Hi Tina, for a lot of these proofs looking at some examples are probably best. If you can understand a few examples, then you probably understand the full idea.

Let's look at p=7 and a = 2. Try to do a few other examples, including other primes, such as p = 11, yourself.

Following the hint in the problem we want to look at the set $$2, 2\cdot 2, 3\cdot 2, 4\cdot 2, 5\cdot 2, 6\cdot 2.$$ and the product of all the elements in this set.

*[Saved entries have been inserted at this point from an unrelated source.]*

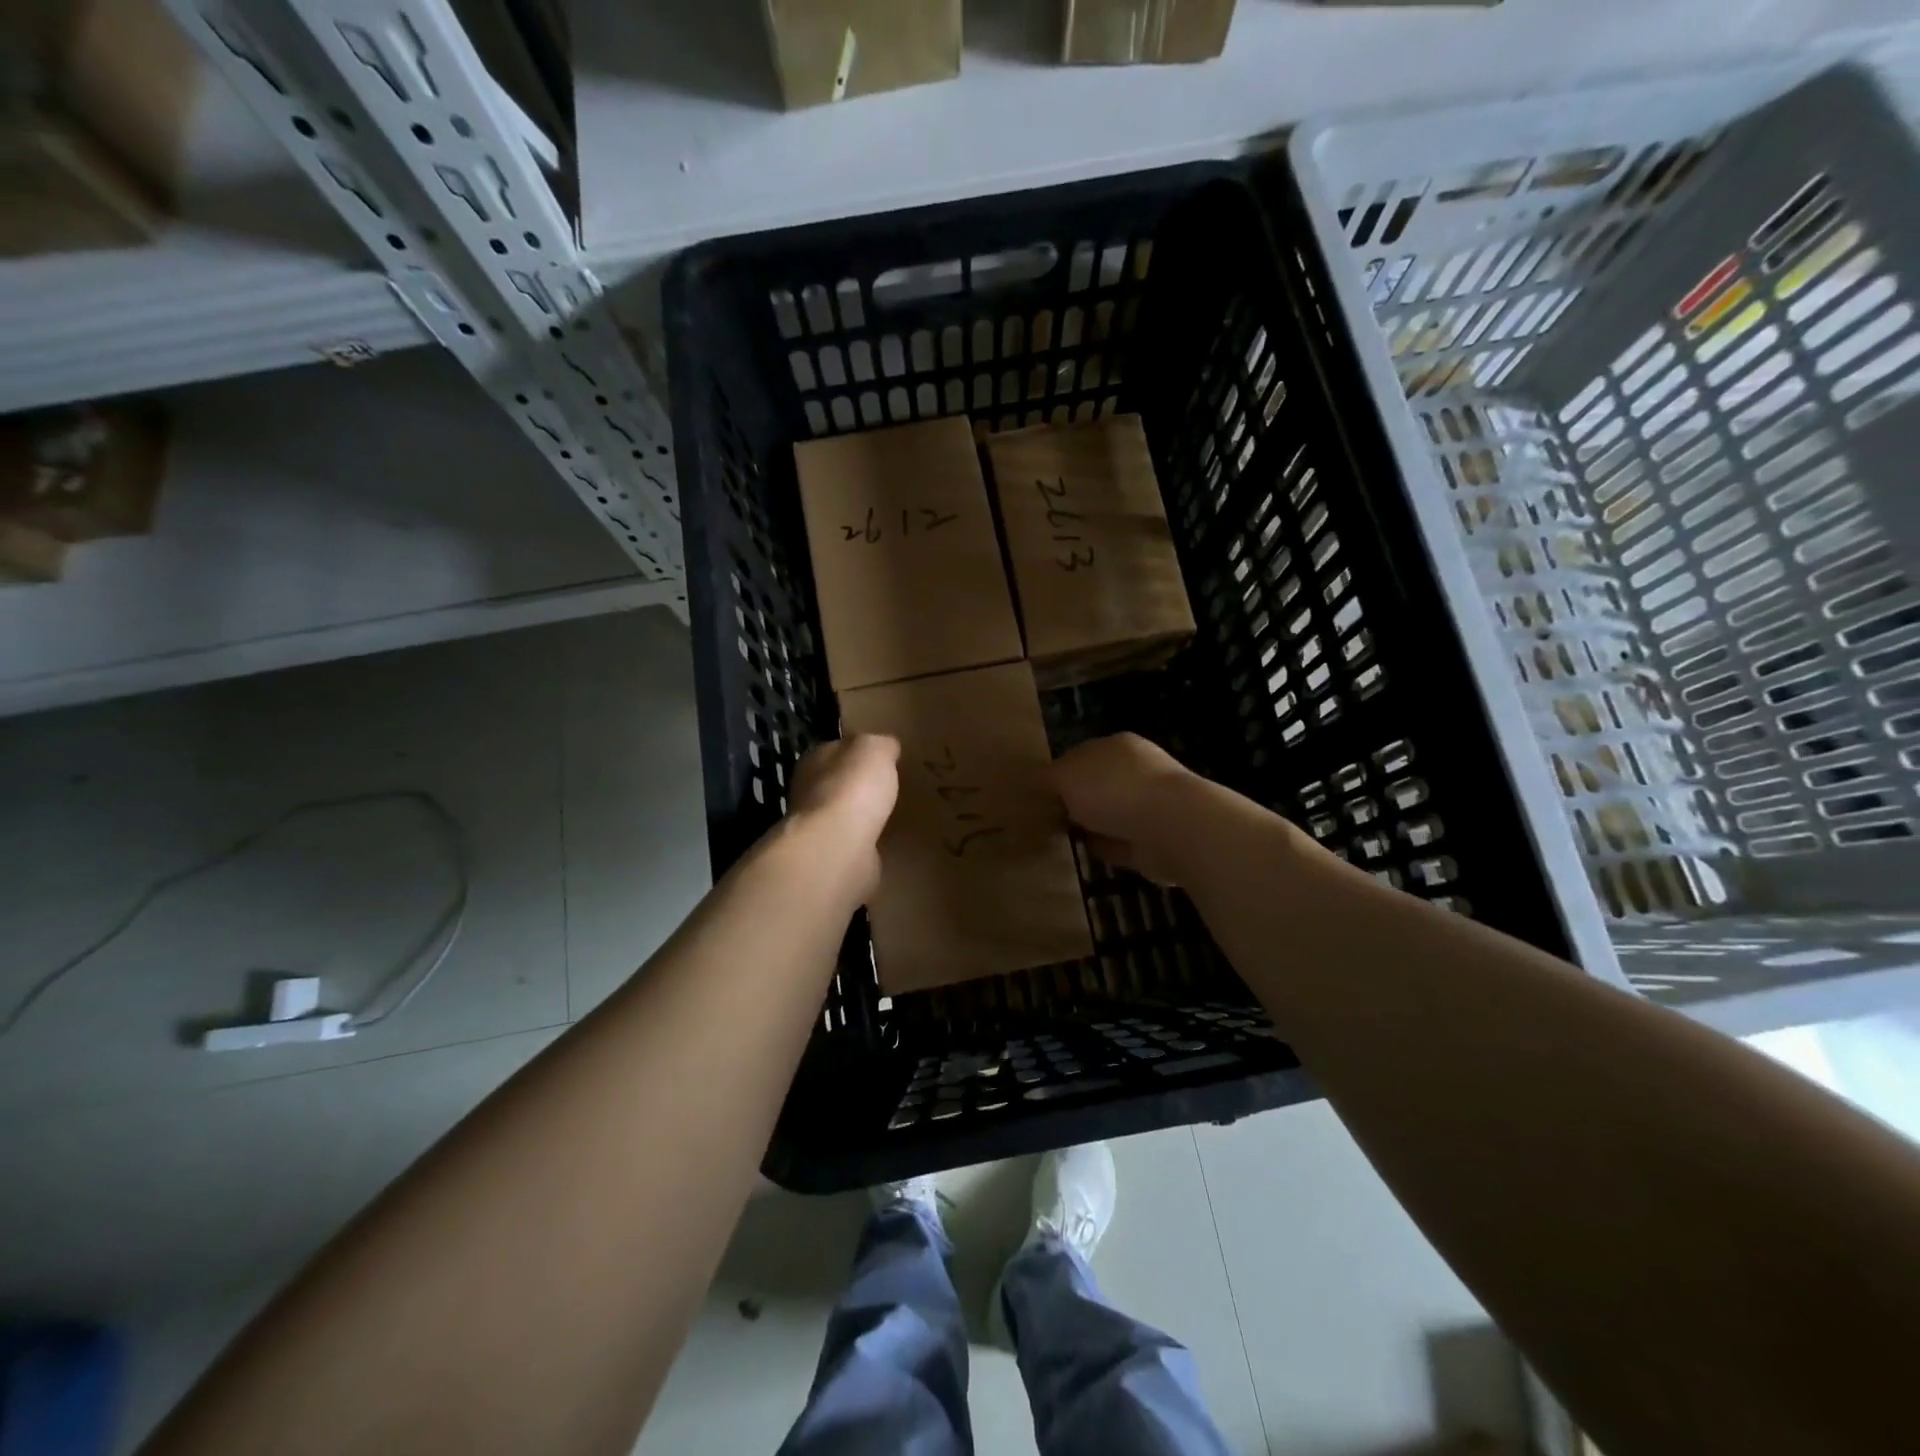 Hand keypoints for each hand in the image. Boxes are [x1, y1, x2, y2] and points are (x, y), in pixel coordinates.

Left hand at [786, 734, 900, 897]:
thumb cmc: (853, 787)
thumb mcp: (875, 748)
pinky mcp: (831, 856)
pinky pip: (854, 843)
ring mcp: (818, 828)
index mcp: (815, 760)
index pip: (837, 749)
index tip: (882, 758)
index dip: (858, 751)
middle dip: (859, 786)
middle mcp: (809, 792)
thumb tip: (888, 746)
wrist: (838, 846)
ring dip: (862, 816)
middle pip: (838, 783)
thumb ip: (881, 744)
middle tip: (889, 788)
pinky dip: (866, 842)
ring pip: (844, 815)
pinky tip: (885, 841)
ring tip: (890, 815)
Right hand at [1052, 733, 1194, 884]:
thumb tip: (1044, 784)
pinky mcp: (1154, 841)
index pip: (1081, 756)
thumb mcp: (1065, 775)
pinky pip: (1120, 843)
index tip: (1037, 795)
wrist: (1171, 826)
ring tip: (1061, 838)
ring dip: (1090, 825)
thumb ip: (1050, 778)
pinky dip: (1104, 848)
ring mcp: (1149, 807)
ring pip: (1109, 815)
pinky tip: (1084, 853)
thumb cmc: (1113, 789)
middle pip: (1096, 786)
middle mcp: (1136, 772)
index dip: (1058, 774)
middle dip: (1075, 801)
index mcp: (1117, 746)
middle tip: (1045, 819) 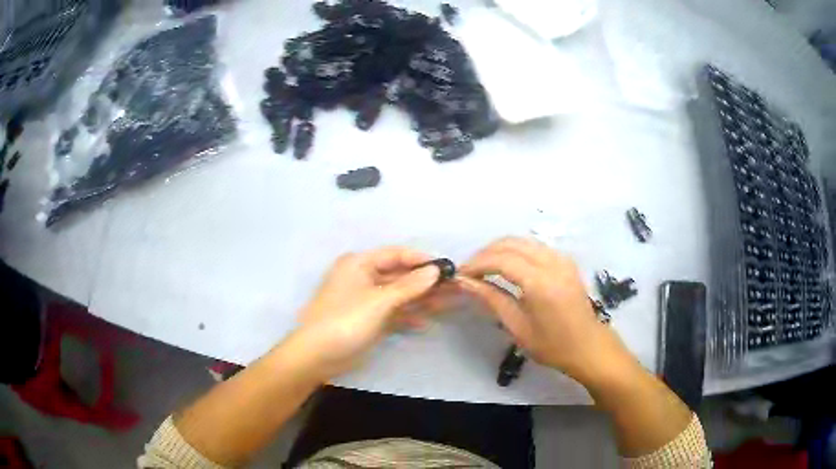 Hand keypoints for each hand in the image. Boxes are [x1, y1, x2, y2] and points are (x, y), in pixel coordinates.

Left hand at [287, 247, 441, 379]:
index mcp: (359, 264)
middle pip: (400, 275)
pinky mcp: (369, 320)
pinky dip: (408, 317)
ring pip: (399, 295)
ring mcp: (367, 300)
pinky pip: (393, 313)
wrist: (318, 356)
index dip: (421, 260)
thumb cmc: (345, 321)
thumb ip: (409, 286)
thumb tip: (435, 269)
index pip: (396, 254)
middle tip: (454, 287)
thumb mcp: (379, 301)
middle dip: (425, 282)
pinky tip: (426, 323)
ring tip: (449, 304)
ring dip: (421, 300)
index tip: (447, 267)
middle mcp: (363, 277)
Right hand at [458, 237, 636, 385]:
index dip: (477, 264)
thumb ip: (492, 299)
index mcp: (540, 283)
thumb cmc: (552, 345)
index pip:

Note that pulling out a 2 in each term, the product is just equal to $2^6\cdot 6!$. Simplifying each term in the set (mod 7), however, gives $$2, 4, 6, 1, 3, 5.$$ Note this is all the numbers 1-6, so the product of this is just 6!. Thus we have showed that $$2^6 \cdot 6! \equiv 6! \pmod{7}$$ Therefore, cancelling the 6! (which is possible as gcd(6!, 7) =1 so we can multiply by the mod. mult. inverse) we get $2^6 \equiv 1\pmod{7}$ which is what Fermat's Little Theorem says for $p = 7$ and $a = 2$.

As mentioned above, this is the main idea for any p and any a, so try to write out a few more examples to try to understand the general pattern.